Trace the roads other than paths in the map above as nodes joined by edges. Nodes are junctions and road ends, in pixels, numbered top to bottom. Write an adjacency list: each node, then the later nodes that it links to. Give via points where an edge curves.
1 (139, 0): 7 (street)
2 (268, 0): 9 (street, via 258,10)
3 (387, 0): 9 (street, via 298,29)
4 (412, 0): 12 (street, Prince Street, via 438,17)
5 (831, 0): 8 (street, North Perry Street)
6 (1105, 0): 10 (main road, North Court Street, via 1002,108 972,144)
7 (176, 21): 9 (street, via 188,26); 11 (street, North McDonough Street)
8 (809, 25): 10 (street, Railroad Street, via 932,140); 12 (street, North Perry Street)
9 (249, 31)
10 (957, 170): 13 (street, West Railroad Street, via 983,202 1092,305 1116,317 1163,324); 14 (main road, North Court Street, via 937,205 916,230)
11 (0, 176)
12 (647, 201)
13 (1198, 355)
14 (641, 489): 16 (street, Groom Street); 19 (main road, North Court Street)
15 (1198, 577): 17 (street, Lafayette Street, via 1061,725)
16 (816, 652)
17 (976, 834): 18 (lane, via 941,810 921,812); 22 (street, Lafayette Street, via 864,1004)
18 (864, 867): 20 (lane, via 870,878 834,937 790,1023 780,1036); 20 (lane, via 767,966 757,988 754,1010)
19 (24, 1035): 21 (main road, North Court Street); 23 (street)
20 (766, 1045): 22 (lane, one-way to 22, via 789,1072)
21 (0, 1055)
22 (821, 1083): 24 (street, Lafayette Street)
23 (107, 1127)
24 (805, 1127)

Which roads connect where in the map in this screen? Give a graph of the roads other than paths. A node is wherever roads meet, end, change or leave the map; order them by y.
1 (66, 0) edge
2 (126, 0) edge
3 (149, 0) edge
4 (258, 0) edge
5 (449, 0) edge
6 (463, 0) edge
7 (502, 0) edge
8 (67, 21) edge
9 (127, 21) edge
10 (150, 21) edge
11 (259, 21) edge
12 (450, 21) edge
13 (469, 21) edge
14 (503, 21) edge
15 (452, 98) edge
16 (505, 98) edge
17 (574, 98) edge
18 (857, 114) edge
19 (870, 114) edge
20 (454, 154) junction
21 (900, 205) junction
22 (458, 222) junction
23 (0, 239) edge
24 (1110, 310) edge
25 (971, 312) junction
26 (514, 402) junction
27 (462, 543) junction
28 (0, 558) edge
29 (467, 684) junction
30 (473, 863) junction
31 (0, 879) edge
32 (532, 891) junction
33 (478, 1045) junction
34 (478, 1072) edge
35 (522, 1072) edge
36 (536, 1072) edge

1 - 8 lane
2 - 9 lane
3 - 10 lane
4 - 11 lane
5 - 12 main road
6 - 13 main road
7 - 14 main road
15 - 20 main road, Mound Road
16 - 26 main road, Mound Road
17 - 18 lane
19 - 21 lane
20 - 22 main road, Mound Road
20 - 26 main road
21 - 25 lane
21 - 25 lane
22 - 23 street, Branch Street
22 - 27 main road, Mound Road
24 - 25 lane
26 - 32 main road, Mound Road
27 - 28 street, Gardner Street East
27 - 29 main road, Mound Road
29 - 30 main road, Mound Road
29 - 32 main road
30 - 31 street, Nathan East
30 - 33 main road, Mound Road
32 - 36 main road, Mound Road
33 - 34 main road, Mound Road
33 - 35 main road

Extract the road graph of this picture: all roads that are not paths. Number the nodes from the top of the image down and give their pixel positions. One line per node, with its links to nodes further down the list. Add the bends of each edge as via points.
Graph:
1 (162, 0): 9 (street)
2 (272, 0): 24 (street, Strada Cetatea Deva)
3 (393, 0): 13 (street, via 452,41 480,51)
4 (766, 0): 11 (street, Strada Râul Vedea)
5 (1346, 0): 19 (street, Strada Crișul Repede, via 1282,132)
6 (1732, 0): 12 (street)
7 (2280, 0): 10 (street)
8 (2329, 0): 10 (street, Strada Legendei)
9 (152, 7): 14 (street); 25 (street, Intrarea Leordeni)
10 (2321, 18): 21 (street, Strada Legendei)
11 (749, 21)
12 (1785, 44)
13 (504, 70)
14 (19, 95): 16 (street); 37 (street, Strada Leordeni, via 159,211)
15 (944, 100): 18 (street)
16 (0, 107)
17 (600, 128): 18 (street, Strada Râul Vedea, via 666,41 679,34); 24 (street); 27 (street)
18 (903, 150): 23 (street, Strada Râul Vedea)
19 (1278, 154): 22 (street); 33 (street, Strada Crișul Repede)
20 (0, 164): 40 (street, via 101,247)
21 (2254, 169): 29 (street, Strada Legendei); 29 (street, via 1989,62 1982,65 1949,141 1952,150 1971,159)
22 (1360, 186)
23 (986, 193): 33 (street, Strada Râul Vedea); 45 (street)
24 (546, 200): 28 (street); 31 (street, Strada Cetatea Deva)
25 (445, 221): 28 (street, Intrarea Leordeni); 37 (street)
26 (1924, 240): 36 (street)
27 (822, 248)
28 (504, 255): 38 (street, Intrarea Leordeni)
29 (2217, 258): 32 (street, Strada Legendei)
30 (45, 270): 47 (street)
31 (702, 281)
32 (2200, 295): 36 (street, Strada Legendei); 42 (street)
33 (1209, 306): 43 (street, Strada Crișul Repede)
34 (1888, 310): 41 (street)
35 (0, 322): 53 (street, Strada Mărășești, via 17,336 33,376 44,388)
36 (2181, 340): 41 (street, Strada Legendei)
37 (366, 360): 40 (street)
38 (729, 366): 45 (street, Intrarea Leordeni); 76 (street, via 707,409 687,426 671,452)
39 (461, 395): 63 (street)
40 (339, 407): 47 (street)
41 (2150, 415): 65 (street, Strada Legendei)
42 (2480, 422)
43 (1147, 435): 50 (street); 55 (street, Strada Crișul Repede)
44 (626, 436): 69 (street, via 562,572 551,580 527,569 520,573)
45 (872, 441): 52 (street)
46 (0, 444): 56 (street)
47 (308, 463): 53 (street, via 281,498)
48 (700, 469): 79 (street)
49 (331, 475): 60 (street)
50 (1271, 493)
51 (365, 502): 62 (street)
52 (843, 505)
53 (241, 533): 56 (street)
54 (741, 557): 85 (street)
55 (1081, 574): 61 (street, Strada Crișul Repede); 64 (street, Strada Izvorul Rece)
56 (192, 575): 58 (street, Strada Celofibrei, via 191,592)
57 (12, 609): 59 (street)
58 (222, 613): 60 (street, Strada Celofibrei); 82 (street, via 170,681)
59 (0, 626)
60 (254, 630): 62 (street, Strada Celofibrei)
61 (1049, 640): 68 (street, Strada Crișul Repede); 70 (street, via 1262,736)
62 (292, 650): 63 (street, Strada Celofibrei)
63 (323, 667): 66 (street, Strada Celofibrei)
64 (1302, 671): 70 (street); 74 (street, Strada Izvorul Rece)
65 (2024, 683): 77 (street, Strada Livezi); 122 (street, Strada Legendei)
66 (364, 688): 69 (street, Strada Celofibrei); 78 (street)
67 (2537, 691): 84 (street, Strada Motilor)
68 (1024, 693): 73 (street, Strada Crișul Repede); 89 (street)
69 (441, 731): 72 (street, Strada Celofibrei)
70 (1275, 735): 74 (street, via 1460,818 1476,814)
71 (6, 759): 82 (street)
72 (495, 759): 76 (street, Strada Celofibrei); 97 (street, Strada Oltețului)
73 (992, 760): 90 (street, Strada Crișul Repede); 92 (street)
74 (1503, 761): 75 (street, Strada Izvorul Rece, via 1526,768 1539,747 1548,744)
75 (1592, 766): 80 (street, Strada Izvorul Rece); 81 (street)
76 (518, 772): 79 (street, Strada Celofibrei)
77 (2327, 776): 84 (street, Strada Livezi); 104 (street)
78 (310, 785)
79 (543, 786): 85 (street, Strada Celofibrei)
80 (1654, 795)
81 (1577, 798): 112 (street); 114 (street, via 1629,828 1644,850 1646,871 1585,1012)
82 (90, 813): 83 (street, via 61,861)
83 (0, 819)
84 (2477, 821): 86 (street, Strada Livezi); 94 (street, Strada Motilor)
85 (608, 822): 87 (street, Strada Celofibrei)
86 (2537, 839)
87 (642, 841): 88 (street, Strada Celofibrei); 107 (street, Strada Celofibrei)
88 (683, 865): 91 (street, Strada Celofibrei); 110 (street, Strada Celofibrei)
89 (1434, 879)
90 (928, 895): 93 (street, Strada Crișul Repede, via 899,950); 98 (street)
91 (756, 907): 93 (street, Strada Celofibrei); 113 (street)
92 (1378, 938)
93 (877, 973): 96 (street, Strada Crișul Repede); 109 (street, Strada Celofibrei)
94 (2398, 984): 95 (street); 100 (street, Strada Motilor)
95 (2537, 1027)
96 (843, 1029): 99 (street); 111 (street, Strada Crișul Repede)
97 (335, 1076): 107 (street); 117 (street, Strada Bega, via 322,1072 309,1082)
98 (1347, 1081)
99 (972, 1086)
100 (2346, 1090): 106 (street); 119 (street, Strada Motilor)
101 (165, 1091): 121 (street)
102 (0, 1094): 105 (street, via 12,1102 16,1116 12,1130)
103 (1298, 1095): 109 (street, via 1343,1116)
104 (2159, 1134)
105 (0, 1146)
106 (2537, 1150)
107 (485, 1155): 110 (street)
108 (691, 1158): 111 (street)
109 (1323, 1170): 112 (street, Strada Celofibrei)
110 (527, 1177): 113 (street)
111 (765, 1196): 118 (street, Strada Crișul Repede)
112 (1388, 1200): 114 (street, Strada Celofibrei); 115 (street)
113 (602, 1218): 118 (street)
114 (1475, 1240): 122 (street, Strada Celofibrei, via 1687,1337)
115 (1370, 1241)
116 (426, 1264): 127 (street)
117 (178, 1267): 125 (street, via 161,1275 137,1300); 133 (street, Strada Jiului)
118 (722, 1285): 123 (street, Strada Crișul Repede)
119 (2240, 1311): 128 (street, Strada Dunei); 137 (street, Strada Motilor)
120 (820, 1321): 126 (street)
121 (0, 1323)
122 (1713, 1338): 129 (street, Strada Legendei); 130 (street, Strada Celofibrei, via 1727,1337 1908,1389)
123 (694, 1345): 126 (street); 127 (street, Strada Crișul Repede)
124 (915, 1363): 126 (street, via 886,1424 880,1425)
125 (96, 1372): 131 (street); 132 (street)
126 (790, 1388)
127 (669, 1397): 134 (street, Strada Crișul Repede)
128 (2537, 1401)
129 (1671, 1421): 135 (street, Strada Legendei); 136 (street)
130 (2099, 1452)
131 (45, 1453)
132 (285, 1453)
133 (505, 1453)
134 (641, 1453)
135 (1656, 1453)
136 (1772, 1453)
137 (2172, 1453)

——

• _About this exercise_:
Copy out each line of the listing that contains the word "links".

• _Output_:
Trace the roads other than paths in the map above as nodes joined by edges. Nodes are junctions and road ends, in pixels, numbered top to bottom. Write an adjacency list: each node, then the later nodes that it links to. Give via points where an edge curves.
Extract the road graph of this picture: all roads that are not paths. Number the nodes from the top of the image down and give their pixel positions. One line per node, with its links to nodes further down the list. Add the bends of each edge as via points.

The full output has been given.